*** Information provided ***
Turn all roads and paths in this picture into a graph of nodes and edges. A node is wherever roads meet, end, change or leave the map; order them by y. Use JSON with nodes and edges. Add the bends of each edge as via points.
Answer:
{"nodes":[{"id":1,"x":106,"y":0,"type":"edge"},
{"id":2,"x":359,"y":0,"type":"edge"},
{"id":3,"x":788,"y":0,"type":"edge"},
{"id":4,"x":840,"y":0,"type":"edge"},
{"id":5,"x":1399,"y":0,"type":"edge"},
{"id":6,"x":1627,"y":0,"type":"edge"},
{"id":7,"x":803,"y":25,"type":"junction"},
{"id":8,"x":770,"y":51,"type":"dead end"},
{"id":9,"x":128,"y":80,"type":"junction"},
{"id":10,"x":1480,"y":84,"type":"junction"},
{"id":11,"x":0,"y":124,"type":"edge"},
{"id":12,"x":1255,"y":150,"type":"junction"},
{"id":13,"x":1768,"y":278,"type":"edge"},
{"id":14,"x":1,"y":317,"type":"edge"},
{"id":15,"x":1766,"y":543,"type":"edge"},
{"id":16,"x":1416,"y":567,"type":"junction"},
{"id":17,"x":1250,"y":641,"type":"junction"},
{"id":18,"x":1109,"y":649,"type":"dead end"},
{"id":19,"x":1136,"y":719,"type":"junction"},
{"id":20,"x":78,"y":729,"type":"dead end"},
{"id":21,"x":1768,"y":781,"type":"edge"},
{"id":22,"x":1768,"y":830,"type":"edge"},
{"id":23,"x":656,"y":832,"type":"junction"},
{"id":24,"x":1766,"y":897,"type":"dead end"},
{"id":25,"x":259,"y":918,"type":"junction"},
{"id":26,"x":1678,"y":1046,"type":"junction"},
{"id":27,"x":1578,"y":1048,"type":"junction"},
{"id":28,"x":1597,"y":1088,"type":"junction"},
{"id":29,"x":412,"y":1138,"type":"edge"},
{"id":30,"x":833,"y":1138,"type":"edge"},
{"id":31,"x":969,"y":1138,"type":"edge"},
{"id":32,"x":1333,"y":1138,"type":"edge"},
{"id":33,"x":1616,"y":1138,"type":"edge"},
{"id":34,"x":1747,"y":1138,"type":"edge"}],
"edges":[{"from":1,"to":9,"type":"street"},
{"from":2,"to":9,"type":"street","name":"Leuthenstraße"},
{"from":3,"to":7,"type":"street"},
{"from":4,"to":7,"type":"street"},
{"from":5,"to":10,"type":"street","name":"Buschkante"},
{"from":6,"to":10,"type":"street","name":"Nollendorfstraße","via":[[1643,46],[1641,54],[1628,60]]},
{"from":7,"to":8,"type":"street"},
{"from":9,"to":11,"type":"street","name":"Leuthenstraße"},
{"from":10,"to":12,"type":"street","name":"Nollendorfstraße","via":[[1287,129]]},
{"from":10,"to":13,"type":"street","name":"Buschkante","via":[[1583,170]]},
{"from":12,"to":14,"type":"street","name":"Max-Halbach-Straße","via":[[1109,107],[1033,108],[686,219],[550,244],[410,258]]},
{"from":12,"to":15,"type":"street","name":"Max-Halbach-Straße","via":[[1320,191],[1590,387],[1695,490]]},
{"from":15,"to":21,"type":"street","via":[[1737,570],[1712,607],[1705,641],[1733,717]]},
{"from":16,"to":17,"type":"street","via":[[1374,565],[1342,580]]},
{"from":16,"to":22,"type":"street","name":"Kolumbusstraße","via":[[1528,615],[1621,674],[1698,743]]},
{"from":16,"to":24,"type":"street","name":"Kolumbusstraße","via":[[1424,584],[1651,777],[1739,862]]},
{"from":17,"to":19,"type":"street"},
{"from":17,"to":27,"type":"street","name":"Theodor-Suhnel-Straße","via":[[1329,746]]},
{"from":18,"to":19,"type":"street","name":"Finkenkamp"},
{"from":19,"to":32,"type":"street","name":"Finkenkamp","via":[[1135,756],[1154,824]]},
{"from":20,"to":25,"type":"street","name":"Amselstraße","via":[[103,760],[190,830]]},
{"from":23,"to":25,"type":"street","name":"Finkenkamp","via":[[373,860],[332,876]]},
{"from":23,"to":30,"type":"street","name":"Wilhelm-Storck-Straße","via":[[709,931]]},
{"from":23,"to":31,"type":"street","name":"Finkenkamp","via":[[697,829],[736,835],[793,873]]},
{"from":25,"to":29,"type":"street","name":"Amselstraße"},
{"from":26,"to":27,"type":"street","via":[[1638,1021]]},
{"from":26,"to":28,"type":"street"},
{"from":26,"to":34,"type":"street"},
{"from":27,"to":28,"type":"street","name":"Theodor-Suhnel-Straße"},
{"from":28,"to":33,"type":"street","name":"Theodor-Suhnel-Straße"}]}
*** End of Information provided ***
▶ _Work task_
Filter the entries above down to the lines containing the word "Kolumbusstraße".

▶ _Answer to the exercise_
{"from":16,"to":22,"type":"street","name":"Kolumbusstraße","via":[[1528,615],[1621,674],[1698,743]]},
{"from":16,"to":24,"type":"street","name":"Kolumbusstraße","via":[[1424,584],[1651,777],[1739,862]]},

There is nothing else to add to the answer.